Nota 1 : dans un calcul en physique lorsque l'on veut valider une observation ou une mesure par rapport à une théorie (ou réciproquement), il est pratiquement impossible de ne pas faire d'approximations. Il faut alors parfaitement définir quels sont leurs domaines de validité et ce n'est pas toujours très clair dans certains articles. De plus, lorsque l'on utilise des statistiques, les résultats vraiment aberrants non suffisamment répétitifs sont rejetés car considérés comme des scories de la mesure ou de l'observation, aucune expérience ou observation en physique n'étant parfaite.

Nota 2 : je pense que quelques précisions s'imposent. Au premier ordre, on pose la vitesse de la lumière égale à l'infini ce qui implique l'existence d'un temps absolu. Puis on rajoute des perturbations dans le même contexte. Au deuxième ordre, la vitesse de la lumière n'est plus infinie donc le temps n'est plus absolu. Que se passerait-il pour les perturbations en utilisant le deuxième ordre ? De plus, on utilise pour le deuxième ordre la métrique de Schwarzschild donc on ne tient pas compte de la rotation du soleil et on oublie que le "r" de cette métrique n'est pas une coordonnée radiale et que le "t" est celui d'un observateur situé à l'infini (voir mes autres billets) et que les équations d'Einstein sont non linéaires donc tous les corps présents courbent l'espace/temps et en particulier Mercure elle-même. Je n'ai jamais vu aucun calcul qui hiérarchise ces approximations. Ce qui est bluffant c'est la justesse et la précision du résultat obtenu en empilant une série d'approximations dont les contours sont mal définis et sans tenir compte des autres possibilités a priori impactantes sur le résultat final (sont-elles vraiment négligeables ? quels seraient leurs impacts sur le résultat final ?).

samedi, avril 22 2023

Gravité émergeante (et spéculations dans les sciences)

j'ai souvent évoqué dans mes billets que la gravité pourrait être une théorie émergente (et expliqué dans un ce qu'est une théorie émergente). Le but de ce billet est de donner les raisons qui me le font penser et à titre très spéculatif de les compléter par une possibilité qui pourrait être l'hypothèse de départ d'une théorie qui reste à construire (je vais parler longuement de spéculation donc il est possible sans que cela pose de problème de sauter toute cette partie et d'aller directement au sujet sur "la gravité émergente", paragraphe ***).

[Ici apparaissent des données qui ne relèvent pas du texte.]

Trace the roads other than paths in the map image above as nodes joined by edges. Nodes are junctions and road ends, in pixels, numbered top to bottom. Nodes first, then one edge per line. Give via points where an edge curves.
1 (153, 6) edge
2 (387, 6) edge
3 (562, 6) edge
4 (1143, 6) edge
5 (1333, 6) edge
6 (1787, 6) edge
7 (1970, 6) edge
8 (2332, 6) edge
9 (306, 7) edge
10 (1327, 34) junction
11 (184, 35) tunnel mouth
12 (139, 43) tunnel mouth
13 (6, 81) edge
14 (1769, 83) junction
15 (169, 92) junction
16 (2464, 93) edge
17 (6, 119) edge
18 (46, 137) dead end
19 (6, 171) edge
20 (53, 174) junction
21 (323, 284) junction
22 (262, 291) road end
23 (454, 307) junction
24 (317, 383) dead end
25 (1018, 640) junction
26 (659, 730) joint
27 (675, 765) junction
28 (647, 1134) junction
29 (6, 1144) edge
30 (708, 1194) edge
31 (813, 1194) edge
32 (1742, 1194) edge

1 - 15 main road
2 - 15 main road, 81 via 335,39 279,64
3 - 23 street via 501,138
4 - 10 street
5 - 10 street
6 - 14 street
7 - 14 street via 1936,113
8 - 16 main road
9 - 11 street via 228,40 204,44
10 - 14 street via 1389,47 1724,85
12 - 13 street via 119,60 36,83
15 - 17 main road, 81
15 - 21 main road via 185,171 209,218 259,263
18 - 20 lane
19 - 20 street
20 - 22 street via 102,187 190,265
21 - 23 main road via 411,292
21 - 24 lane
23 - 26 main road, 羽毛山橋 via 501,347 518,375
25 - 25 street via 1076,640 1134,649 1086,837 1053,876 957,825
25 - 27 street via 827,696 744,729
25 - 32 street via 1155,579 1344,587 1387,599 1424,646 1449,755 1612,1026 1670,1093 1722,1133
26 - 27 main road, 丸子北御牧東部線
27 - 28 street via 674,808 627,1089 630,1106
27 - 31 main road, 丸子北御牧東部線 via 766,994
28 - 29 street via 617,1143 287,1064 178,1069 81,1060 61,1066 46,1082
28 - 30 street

Comme je vais entrer dans le domaine de la spéculation, je dois préciser quel est mon point de vue sur la spéculation dans les théories car mes autres billets peuvent laisser penser que j'ai un sentiment très négatif à son sujet. Soyons très clair, la spéculation est nécessaire, et même indispensable, pour faire avancer les théories scientifiques. Tant qu'elle reste dans le cercle scientifique cela ne peut pas poser de problème car les scientifiques sont des gens avertis, par contre dès qu'elle sort de ce cercle pour aller vers le "grand public" elle doit être employée avec d'infinies précautions et il faut expliquer clairement la limite entre les théories reconnues (via l'observation et les expériences) et celles qui ne sont que des spéculations. Malheureusement, les livres dit de vulgarisation qui se vendent bien (et rapportent pas mal d'argent à leurs auteurs) piétinent en général ce concept et il en est de même pour les conférences "grand public" où le conférencier acquière de la notoriété, et comme par hasard a un de ses livres à vendre. Bien maintenant que tout est clair et que je vais parler de gravité, je voudrais revenir sur quelques théories où la spéculation va bon train.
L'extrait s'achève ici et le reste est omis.